Please say how many lines in the entries below hold the string "LUBELSKA", with no other words.

Records from a collection:

Segment Open

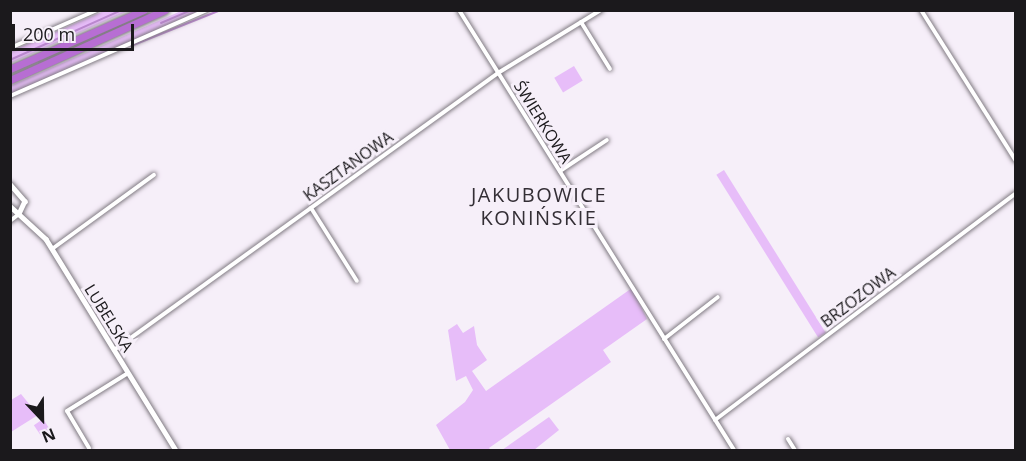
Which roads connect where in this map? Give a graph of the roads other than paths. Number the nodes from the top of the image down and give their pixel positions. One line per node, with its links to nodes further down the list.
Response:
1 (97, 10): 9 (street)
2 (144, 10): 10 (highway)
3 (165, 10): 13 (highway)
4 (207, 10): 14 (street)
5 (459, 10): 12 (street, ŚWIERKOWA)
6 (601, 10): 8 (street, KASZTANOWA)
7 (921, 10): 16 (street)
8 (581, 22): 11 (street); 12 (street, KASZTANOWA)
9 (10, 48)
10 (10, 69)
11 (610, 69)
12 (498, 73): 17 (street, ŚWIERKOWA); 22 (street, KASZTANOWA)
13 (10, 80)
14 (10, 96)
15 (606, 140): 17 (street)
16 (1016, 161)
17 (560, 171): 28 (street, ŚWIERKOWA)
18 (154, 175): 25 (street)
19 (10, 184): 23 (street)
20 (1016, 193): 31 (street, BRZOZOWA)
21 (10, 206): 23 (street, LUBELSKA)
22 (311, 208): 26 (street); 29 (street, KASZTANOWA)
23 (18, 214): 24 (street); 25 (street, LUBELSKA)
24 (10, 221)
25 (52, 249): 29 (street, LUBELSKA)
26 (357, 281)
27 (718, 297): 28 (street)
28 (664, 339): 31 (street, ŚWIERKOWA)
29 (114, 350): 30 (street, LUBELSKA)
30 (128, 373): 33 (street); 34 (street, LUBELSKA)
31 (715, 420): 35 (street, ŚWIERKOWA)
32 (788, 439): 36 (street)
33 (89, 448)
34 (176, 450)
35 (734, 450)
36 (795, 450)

Segment Closed

YOUR SOLUTION. 5